Your objective ::
Using the lines below, work out the count of those that hold "Shani". Give the number only.

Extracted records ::
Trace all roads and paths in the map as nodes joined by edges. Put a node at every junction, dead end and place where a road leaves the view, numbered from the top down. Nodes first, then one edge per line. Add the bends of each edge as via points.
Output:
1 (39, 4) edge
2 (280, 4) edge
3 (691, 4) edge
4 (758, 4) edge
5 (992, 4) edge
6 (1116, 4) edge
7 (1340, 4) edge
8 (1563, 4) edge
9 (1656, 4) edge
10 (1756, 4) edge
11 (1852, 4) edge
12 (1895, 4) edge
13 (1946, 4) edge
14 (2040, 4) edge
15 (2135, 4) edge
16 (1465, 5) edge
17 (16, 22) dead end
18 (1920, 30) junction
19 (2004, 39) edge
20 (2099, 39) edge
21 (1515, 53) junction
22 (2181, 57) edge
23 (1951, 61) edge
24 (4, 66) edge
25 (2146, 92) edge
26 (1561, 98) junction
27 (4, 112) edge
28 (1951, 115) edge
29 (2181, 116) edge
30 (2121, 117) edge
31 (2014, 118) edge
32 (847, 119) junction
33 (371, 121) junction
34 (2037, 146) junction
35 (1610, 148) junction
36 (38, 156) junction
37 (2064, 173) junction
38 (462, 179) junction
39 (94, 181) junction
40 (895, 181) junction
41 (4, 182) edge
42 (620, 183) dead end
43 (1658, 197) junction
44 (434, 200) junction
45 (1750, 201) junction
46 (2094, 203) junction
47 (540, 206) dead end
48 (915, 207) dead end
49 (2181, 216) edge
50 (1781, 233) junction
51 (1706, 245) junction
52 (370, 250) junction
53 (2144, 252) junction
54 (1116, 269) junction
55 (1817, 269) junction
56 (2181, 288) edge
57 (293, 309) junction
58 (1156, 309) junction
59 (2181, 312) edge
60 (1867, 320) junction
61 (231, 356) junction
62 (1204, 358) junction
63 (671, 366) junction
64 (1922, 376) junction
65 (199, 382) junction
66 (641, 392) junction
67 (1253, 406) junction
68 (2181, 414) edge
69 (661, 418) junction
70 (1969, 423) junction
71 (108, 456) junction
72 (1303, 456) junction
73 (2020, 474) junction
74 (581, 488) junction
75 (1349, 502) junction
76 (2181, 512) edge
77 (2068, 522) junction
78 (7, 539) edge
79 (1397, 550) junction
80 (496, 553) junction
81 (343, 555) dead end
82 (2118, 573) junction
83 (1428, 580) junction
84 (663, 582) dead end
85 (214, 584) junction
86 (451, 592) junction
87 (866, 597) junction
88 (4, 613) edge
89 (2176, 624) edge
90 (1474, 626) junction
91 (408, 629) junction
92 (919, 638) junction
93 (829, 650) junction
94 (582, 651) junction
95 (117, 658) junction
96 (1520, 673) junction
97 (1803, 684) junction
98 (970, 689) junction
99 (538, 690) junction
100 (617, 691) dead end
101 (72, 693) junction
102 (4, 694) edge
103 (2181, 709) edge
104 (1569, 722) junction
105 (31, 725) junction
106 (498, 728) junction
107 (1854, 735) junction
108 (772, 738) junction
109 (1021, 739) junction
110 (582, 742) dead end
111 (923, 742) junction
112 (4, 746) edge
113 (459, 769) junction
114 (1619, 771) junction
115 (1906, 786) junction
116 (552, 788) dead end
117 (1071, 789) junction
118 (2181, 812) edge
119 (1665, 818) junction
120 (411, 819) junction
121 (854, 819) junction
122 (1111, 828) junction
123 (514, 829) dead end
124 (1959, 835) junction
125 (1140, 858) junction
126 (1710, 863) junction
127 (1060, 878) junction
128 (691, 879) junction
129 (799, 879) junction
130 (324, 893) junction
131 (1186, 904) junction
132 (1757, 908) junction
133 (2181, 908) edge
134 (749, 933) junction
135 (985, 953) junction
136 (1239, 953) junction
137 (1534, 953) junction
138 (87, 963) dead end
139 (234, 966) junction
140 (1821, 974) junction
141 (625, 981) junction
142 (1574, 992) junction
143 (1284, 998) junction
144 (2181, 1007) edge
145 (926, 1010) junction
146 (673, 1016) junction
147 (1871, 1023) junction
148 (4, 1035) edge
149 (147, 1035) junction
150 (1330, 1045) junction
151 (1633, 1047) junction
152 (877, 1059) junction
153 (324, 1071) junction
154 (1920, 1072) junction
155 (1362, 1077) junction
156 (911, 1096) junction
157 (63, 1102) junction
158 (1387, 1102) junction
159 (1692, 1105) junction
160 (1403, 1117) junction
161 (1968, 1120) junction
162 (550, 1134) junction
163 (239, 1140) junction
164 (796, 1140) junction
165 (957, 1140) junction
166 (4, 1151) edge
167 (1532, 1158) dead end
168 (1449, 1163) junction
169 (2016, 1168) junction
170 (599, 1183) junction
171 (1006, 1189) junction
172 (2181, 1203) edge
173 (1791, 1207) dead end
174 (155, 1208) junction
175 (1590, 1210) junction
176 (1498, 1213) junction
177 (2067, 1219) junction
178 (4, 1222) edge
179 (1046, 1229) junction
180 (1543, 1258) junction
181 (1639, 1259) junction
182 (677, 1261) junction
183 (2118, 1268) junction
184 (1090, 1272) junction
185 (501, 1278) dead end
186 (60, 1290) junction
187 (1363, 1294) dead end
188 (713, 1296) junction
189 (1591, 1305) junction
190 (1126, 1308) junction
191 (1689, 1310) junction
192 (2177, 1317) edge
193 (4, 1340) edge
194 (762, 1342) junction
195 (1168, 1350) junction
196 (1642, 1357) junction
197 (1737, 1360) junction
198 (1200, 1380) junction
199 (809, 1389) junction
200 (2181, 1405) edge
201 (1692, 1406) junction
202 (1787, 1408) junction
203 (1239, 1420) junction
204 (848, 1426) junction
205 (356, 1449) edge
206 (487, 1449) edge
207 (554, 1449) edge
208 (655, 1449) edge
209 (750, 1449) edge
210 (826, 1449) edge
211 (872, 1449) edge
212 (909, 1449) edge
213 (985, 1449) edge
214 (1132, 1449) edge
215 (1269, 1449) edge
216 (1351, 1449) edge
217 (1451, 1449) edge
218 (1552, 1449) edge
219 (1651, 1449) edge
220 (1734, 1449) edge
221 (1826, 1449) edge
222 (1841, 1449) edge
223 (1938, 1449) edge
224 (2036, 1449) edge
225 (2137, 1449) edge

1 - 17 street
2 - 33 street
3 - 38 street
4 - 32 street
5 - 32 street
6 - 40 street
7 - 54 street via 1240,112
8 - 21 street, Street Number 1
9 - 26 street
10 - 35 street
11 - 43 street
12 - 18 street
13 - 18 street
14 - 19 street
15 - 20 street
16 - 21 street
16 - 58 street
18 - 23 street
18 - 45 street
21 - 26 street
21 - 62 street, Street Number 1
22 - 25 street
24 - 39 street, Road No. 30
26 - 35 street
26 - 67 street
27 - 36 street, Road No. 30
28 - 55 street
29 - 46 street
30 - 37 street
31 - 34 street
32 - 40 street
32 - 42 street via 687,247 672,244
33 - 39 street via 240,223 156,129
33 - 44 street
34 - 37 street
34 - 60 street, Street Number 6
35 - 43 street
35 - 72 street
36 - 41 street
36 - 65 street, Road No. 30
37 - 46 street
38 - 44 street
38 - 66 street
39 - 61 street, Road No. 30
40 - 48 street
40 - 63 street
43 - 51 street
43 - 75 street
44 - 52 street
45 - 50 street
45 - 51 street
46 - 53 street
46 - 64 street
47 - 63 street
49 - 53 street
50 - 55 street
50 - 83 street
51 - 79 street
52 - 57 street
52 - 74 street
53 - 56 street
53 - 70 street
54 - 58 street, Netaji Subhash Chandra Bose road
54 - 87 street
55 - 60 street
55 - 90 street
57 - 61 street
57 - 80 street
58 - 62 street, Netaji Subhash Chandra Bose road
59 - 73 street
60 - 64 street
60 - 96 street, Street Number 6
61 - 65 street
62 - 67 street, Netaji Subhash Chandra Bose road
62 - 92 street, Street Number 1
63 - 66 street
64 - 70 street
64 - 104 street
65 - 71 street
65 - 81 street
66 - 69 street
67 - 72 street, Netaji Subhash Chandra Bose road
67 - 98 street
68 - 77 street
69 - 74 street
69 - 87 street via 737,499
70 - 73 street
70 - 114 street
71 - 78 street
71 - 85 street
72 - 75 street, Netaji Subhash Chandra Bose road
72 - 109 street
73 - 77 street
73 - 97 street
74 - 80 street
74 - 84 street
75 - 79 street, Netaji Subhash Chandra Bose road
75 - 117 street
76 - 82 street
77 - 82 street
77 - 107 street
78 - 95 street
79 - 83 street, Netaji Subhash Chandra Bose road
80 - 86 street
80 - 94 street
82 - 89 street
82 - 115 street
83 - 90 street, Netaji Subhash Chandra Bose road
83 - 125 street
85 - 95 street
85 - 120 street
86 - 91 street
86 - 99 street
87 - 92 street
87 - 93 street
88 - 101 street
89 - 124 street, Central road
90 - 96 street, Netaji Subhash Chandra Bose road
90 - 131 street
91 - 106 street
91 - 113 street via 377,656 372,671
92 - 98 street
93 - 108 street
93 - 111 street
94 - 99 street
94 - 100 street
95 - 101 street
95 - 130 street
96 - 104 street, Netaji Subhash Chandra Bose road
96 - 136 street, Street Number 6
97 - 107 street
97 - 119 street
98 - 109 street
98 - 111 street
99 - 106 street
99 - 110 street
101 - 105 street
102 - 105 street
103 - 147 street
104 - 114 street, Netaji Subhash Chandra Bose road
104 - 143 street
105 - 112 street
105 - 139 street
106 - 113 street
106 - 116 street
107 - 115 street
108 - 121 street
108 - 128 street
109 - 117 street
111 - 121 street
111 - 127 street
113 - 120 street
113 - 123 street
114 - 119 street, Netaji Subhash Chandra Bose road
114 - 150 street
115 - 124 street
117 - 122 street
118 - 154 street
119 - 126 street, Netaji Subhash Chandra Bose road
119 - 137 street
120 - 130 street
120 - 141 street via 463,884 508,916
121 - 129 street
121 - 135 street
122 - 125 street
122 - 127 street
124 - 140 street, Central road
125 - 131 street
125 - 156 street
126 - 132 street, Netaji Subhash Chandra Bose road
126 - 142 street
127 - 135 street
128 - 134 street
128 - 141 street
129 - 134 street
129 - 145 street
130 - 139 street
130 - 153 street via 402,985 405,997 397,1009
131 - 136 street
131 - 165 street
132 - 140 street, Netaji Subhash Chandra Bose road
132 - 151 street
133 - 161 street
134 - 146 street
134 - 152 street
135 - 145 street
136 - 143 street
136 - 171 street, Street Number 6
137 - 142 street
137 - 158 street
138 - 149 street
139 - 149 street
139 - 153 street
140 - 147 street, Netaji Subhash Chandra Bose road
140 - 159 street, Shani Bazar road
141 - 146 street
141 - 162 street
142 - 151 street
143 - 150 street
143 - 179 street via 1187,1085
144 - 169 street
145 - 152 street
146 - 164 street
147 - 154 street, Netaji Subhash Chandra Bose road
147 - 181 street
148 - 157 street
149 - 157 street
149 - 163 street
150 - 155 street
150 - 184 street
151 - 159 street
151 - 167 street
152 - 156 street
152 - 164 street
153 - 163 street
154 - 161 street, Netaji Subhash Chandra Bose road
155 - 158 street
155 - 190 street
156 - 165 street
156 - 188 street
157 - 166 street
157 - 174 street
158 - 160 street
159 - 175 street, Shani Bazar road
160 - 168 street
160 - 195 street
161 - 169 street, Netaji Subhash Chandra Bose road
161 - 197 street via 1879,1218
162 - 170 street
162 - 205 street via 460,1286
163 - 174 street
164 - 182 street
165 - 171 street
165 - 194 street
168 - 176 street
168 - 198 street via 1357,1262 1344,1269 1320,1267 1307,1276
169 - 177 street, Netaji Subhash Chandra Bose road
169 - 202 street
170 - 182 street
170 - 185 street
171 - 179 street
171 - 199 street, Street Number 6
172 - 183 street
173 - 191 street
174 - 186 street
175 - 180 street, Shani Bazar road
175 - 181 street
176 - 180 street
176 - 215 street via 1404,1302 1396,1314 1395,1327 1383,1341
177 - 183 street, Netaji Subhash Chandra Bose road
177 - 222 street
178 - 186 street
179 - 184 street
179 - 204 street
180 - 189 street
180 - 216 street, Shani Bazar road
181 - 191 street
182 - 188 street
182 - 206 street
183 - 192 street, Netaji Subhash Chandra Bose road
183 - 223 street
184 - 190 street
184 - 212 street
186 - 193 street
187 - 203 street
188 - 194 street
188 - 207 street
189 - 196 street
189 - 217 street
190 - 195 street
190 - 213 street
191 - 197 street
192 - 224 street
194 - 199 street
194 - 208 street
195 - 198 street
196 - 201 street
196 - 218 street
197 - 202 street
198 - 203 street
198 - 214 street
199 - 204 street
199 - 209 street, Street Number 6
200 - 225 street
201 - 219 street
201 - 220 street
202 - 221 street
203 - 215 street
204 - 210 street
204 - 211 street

Result for this exercise ::
4